Weekdays at noon my grandpa walked from the brewery to the yellow brick house to have lunch and listen to Cedric Adams read the news. Some days he drove downtown to make a deposit for the brewery at the First National Bank. After he concluded that piece of business, he’d cross First street and walk up the block to Larson’s Market nestled between the J.C. Penny store and the Ripley Theater to pick up the order my grandma called in that morning. I seldom missed the chance to go with him. He always made sure that he walked closest to the street because “that’s what a gentleman does when he walks with a lady.”
Larson’s had sawdust on the floor and a glass meat counter. Cans of Monarch vegetables, Flame Room coffee and paper products were stacked along the walls up to the tin ceiling. Emile Larson would retrieve items out of reach with a grabbing tool on a long wooden handle. Jerome Larson was the butcher and fetched the freshest chicken, roast, or chops from the back room. With my grandpa’s approval, he’d wrap it in paper, tie it with string and drop it into the brown paper bag that held my grandma’s order. My grandma left instructions when she called that I be allowed to pick a dozen cookies from the bins in the center of the store containing fig newtons, ginger snaps, peanut butter, oatmeal raisin, chocolate chip or sugar cookies with white icing. Fig newtons were my favorite.

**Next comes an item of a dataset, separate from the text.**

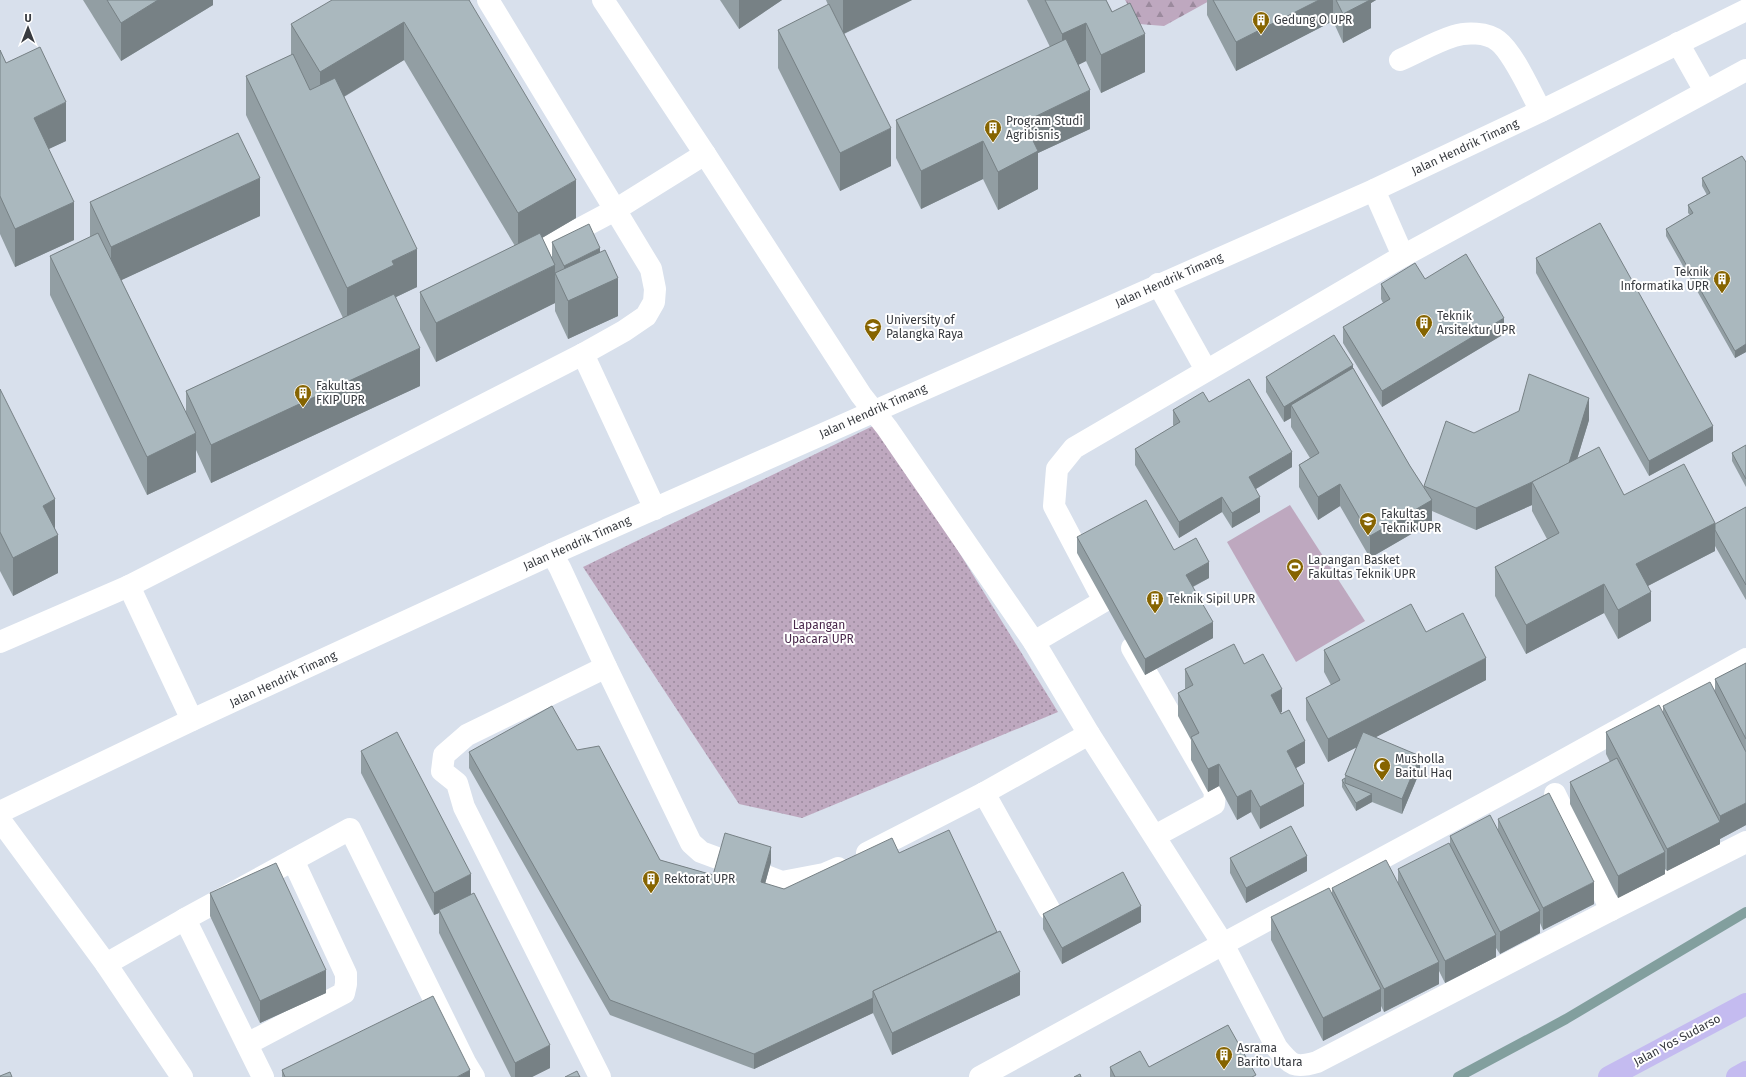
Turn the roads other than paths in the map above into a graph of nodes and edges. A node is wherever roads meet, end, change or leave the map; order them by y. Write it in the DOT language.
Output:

In the evening we would often go for a drive. If my grandma had a letter she wanted to mail, we headed to the train station and waited for the evening train. Whistle blowing, bells clanging, and wheels screeching, it pulled into the station. A few passengers would get out and a few would get on. The black porters loaded luggage from the platform onto the train. The conductor shouted “All Aboard!~ as he leaned out and waved to the engineer. I loved standing on the platform and watching the train pull out. As it picked up speed, it felt as if it was standing still and I was moving. The train was on its way to Chicago by way of the Cities and I thought that was very glamorous.

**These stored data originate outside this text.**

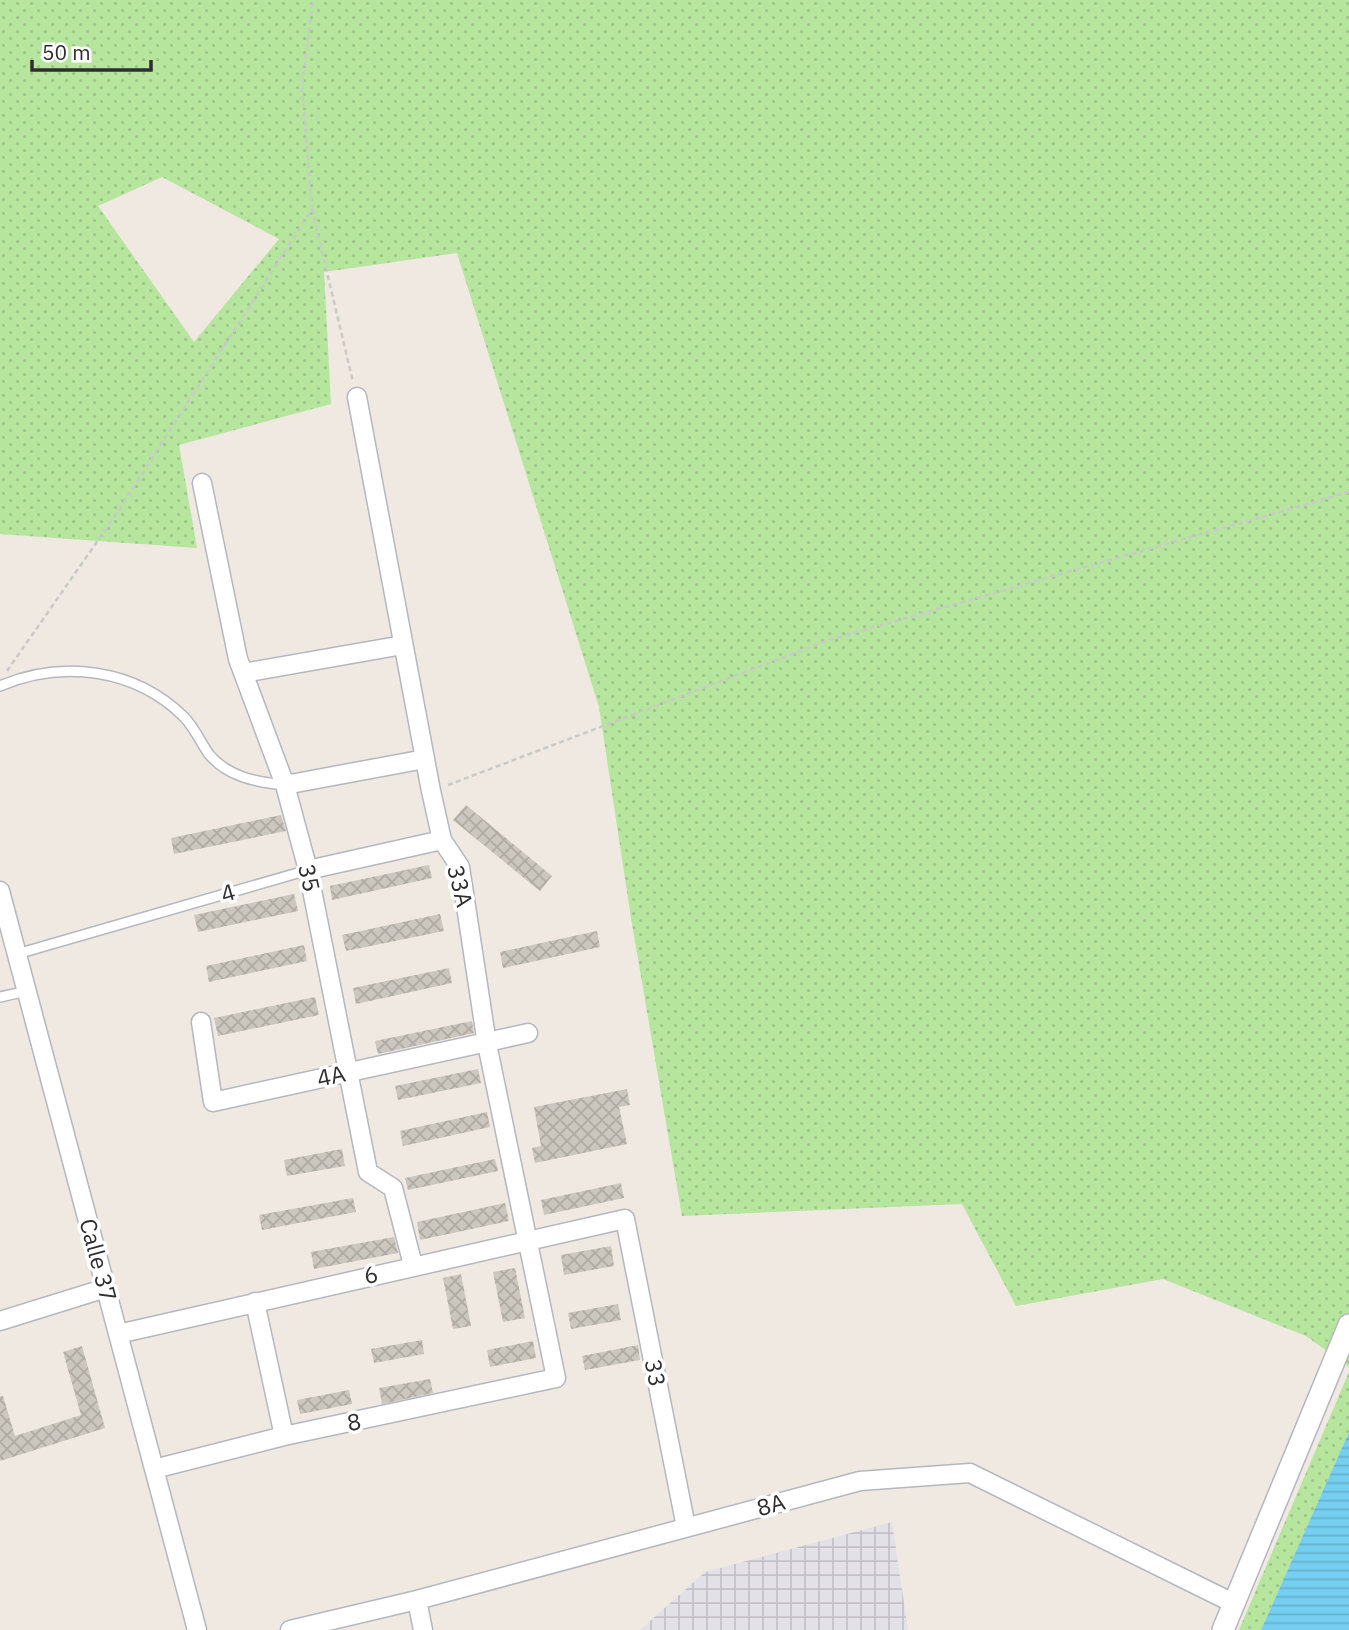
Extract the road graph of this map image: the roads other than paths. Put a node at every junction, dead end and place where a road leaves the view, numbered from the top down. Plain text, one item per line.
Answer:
1 (356, 397) road end
2 (202, 483) dead end
3 (403, 645) junction
4 (243, 673) junction
5 (2, 685) edge
6 (425, 759) junction
7 (285, 785) junction
8 (442, 840) junction
9 (308, 870) junction
10 (0, 891) edge
11 (17, 954) junction
12 (27, 990) junction
13 (0, 997) edge
14 (201, 1022) dead end
15 (528, 1033) dead end
16 (487, 1044) junction
17 (349, 1072) junction
18 (625, 1219) joint
19 (526, 1240) junction
20 (413, 1265) junction
21 (106, 1287) junction
22 (255, 1302) junction
23 (0, 1321) edge
24 (1349, 1325) edge
25 (118, 1334) junction
26 (556, 1378) joint
27 (284, 1436) junction
28 (154, 1469) junction
29 (685, 1527) junction
30 (417, 1600) junction
31 (1233, 1603) junction
32 (197, 1630) edge
33 (290, 1630) edge
34 (424, 1630) edge
35 (1223, 1630) edge

1 - 3 street, 33A
2 - 4 street, 35
3 - 4 street
3 - 6 street, 33A
4 - 7 street, 35
5 - 7 lane
6 - 7 street
6 - 8 street, 33A
7 - 9 street, 35
8 - 9 street, 4
8 - 16 street, 33A
9 - 11 lane, 4
9 - 17 street, 35
10 - 11 street, Calle 37
11 - 12 street, Calle 37
12 - 13 lane
12 - 21 street, Calle 37
14 - 17 street, 4A
15 - 16 street, 4A
16 - 17 street, 4A
16 - 19 street, 33A
17 - 20 street, 35
18 - 19 street, 6
18 - 29 street, 33
19 - 20 street, 6
19 - 26 street, 33A
20 - 22 street, 6
21 - 23 street
21 - 25 street, Calle 37
22 - 25 street, 6
22 - 27 street
24 - 31 street
25 - 28 street, Calle 37
26 - 27 street, 8
27 - 28 street, 8
28 - 32 street, Calle 37
29 - 30 street, 8A
29 - 31 street, 8A
30 - 33 street, 8A
30 - 34 street
31 - 35 street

Other evenings our after dinner drive would end up at the Dairy Queen on the north end of town. My grandma would take two dimes out of her coin purse and I would go up to the window and order nickel cones for my grandpa and her and a nickel cone dipped in chocolate for me. The chocolate topping cost an additional five cents. Sometimes she would give me a quarter and let me keep the nickel change. It would go into my Morrison County Fair fund.
When my age was in single digits, the Morrison County Fair was the pinnacle of summer. My grandpa worked in the cinderblock ticket office by the main gate. He would get me a few passes for the rides but never enough to satisfy my passion for the tilta-whirl. My grandma enjoyed the 4H, food and crafts displays and not much else. After she had taken those in, she sat on a bench by the front gate and was joined by other ladies of her acquaintance. After taking us to see the farm animals and taking us on a few rides, my mom and dad joined their friends in the beer garden. Tom and I stayed on the midway where one year he learned a hard life lesson by losing all of his money on a miniature steam shovel, trying to scoop up a pocket knife he coveted. As it got dark, we all gathered together for the grandstand show. Before it was over, I could barely manage to stay awake.
Now when I return to Little Falls, I drive by the old fairgrounds on my way to the cemetery. I think of the happy times I had there and how I used to enjoy my summer vacation in what I will always call my home town.